This is a bit of a vent. Ftm, pre t, 20 Ok, having that out of the way: ever since accepting medically transitioning as a need, it's like my brain is continuously tricking me into seeing myself as fully male, regardless of the fact that my body is female. It's like living two realities, and it's overwhelming. I can't not see myself as male. It's fucking weird. I am aware of my physical situation, but unless I'm forced to face it, my brain just filters my appearance and behaviour as strictly male, while my physical form is kinda ignored. And even if I look at myself, I can't not see a guy, and can't understand how others look at me and see a girl. I don't know what to make of this, I genuinely feel like I'm crazy. This has happened before, but now it's a constant. Someone please tell me I'm not going insane lmfao -Tudor
You're not going insane. In the beginning I actually felt, like I had two people in me. One who I really am in my mind and one who I present myself as others. It will get better. The more you get in tune with yourself. It's maybe a bit hard to me to explain well, but it will get better.

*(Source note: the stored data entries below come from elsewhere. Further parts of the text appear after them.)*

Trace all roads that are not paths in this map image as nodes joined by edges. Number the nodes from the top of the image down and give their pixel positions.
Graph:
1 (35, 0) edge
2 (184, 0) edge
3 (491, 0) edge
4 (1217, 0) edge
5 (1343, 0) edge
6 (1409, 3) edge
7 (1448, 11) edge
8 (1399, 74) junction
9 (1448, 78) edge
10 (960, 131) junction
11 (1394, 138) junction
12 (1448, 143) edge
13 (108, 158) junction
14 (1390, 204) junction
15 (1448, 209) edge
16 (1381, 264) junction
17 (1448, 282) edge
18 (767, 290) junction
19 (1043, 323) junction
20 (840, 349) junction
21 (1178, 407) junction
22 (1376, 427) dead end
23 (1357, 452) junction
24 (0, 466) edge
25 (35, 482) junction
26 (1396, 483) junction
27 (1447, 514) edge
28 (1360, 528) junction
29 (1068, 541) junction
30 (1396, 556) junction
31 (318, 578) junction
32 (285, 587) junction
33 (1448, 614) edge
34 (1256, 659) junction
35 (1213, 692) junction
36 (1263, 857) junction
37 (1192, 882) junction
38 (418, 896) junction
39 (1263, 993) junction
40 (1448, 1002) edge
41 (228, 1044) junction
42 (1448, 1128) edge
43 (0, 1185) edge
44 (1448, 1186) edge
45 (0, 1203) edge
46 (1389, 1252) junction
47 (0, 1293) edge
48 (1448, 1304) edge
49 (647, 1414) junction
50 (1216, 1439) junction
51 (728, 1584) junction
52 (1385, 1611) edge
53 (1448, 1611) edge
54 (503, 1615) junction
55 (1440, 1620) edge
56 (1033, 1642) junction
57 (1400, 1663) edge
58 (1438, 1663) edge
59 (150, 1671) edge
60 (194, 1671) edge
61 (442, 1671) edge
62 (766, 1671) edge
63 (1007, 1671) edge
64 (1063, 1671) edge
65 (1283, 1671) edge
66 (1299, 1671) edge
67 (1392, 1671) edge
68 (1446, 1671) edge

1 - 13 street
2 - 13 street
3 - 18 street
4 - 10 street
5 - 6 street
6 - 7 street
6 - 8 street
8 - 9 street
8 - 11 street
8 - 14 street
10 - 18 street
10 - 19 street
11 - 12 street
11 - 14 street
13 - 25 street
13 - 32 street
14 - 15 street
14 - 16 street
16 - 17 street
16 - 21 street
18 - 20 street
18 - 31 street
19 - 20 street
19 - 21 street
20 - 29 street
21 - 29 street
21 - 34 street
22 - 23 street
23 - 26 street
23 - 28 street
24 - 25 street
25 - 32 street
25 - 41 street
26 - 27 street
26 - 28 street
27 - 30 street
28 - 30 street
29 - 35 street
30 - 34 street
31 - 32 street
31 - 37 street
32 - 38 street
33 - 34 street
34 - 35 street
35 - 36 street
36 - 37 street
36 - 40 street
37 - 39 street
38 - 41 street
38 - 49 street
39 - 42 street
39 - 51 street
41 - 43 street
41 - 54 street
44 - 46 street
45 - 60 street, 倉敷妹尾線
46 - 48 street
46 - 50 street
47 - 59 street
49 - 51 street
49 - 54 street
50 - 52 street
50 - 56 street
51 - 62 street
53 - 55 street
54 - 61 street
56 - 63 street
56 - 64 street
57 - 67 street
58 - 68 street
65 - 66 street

It actually does feel like this. And the guy self from within is scratching and biting because no one sees him, even though he's right there. Like, he's not even hiding. It's like I'm invisible because of this stupid physical self that i need to drag around wherever I go
Yeah. And the guy wants to get out, but you can do little things to make him happy. I came up with a fantasy for myself, though it's based on how I felt. The guy who I am is a prisoner and the one who is presenting as myself is keeping me locked up, but even though there is still hope, even if I'm locked up. I can influence my guard. I control the body, not the other way around. I am who I am. I can make my wishes known and the one who is presenting is hearing that inner voice and becomes a little bit more, like I like it a little bit in tune with me, so I can break out. Sounds a bit crazy, but this is my plot anyway and it has kinda helped.
Ahh, that's really nice I'm glad you managed to put a more positive spin on a not ideal situation. Maybe I can adapt that to fit with myself, it might help a lot. At the very least, it will help more than the way I envision my situation now: a ghost, inhabiting a body that doesn't reflect who he is. This really helped, thank you!